Maintenant que la start-up a officiellement été créé en octobre 2025, l’idée, pour ses cofondateur et cofondatrices, est de revenir au cœur du projet, c’est-à-dire aux manipulations scientifiques et les tests. Pour tenir la distance, les trois entrepreneur et entrepreneuses cherchent dès aujourd’hui les bons soutiens, ceux qui aideront l’aventure à durer dans le temps. Si tout se passe comme prévu, l’année 2026 marquera une étape clé : celle du lancement du premier prototype et avec lui, le début d’une véritable histoire commerciale. « En tant que petite structure, on est toujours en recherche d’expertise et de conseils de la part de chercheurs, chercheuses aguerries et de personnes du monde scientifique », conclut Simon Morin.
Beaucoup d’étapes restent encore à franchir pour le trio, mais l’énergie et l'ambition sont bien là.
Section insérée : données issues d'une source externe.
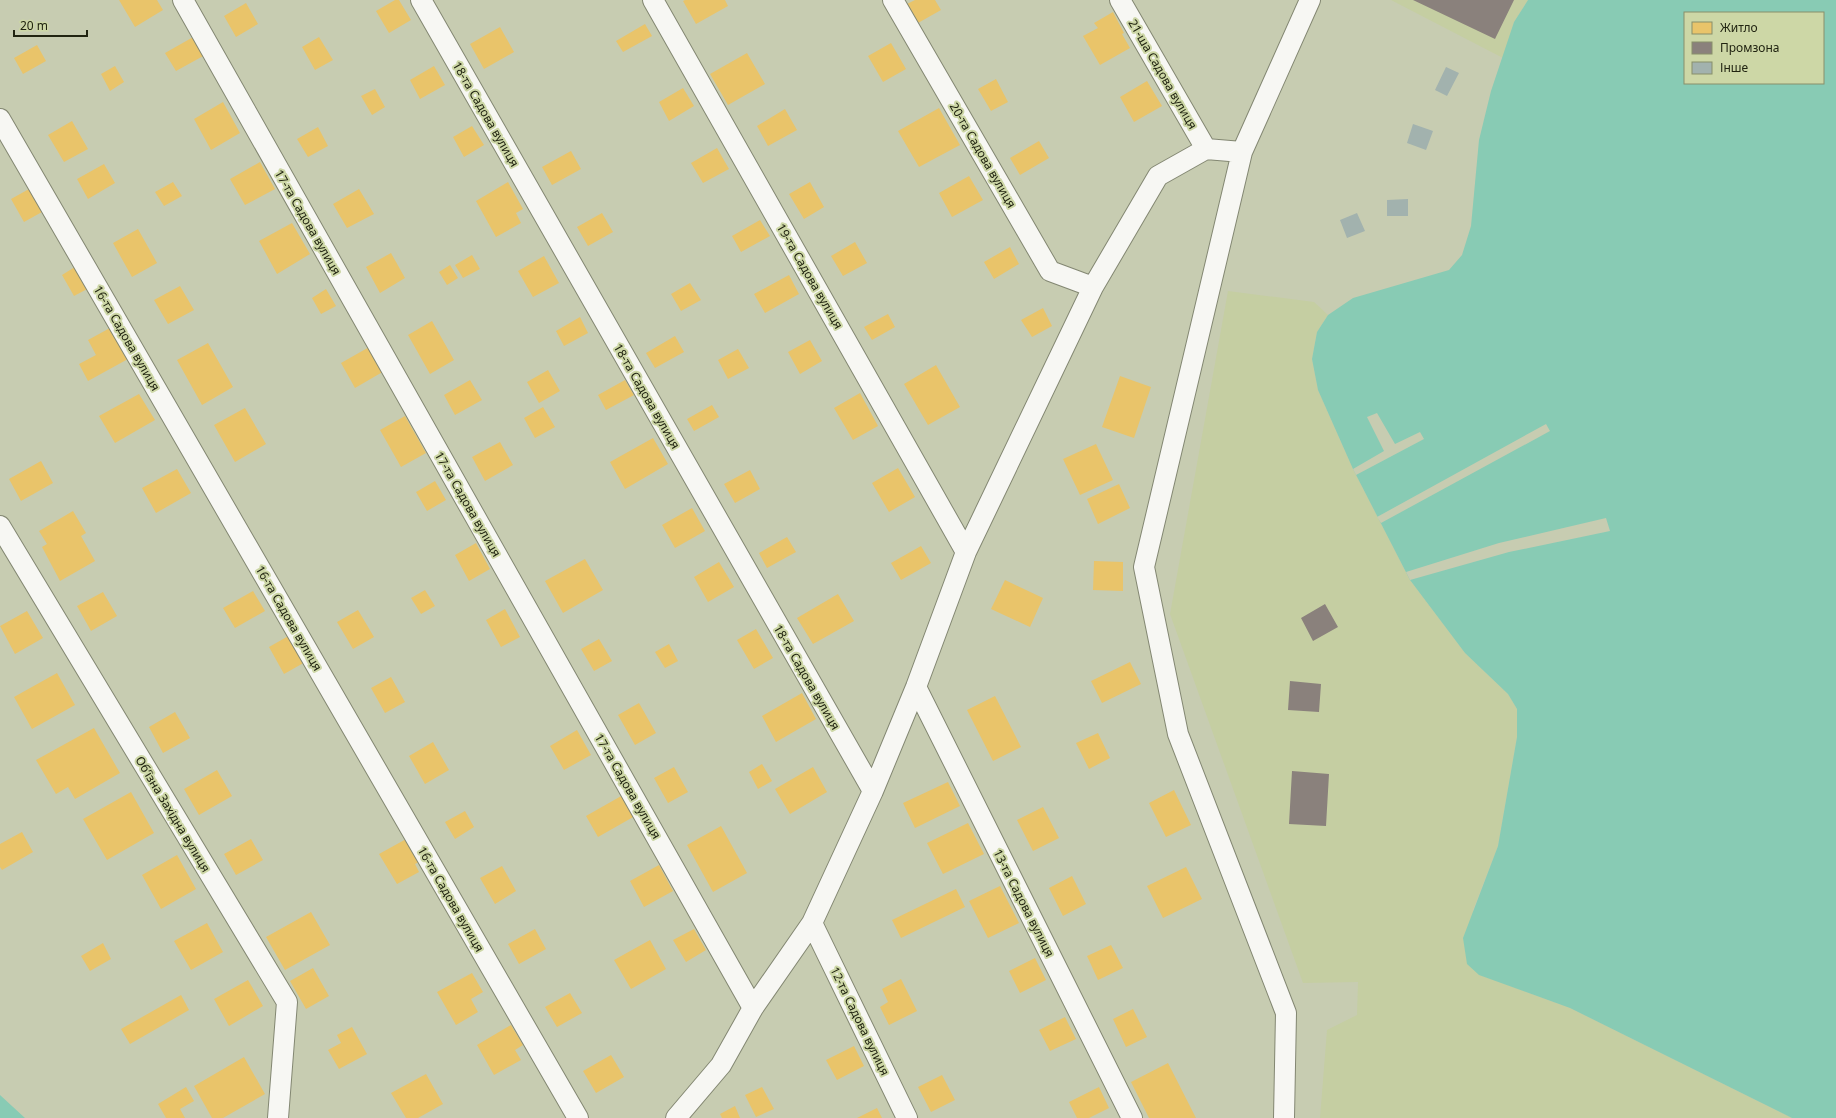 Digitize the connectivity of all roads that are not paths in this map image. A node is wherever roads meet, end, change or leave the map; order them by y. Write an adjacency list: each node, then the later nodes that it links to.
1 (183, 0): 16 (street, 17-та Садова вулиця)
2 (421, 0): 14 (street, 18-та Садова вулиця)
3 (653, 0): 12 (street, 19-та Садова вулиця)
4 (894, 0): 10 (street, 20-та Садова вулиця)
5 (1120, 0): 8 (street, 21-ша Садова вулиця)
6 (1310, 0): 9 (street)
7 (0, 119): 18 (street, 16-та Садова вулиця)
8 (1206, 149): 9 (street); 10 (street)
9 (1242, 152): 22 (street)
10 (1093, 287): 12 (street)
11 (0, 526): 17 (street, Обʼїзна Західна вулиця)
12 (966, 552): 13 (street)
13 (916, 687): 14 (street); 21 (street, 13-та Садова вулиця)
14 (872, 791): 15 (street)
15 (812, 923): 16 (street); 20 (street, 12-та Садова вулиця)
16 (753, 1008): 19 (street)
17 (278, 1118)
18 (578, 1118)
19 (676, 1118)
20 (907, 1118)
21 (1132, 1118)
22 (1284, 1118)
* Innovation Alliance Université Paris-Saclay est un Pôle universitaire d’innovation (PUI) regroupant l’Université Paris-Saclay, l’Université d’Évry, l’Université de Versailles Saint-Quentin-en-Yvelines, AgroParisTech, CentraleSupélec, l’ENS Paris-Saclay, l’Institut d’Optique Graduate School, le CNRS, l’INRAE, Inria, l’Inserm, IncubAlliance, la SATT Paris-Saclay, et quinze partenaires, CEA Paris-Saclay,, ONERA - l'Office national d'études et de recherches aérospatiales, Gustave Roussy, Genopole ; Institut de recherche technologique SystemX ; Institut pour la Transition Énergétique Vedecom ; Communauté d’agglomération de Paris-Saclay ; Communauté d’agglomération Saint-Quentin-en-Yvelines ; Communauté d’agglomération Grand Paris Sud ; Association Vallée Scientifique de la Bièvre ; Etablissement public territorial (EPT) Grand Orly Seine Bièvre ; Systematic ; Medicen ; French Tech Paris-Saclay ; EPAPS - Etablissement public d’aménagement de Paris-Saclay, financé par l’État dans le cadre de France 2030.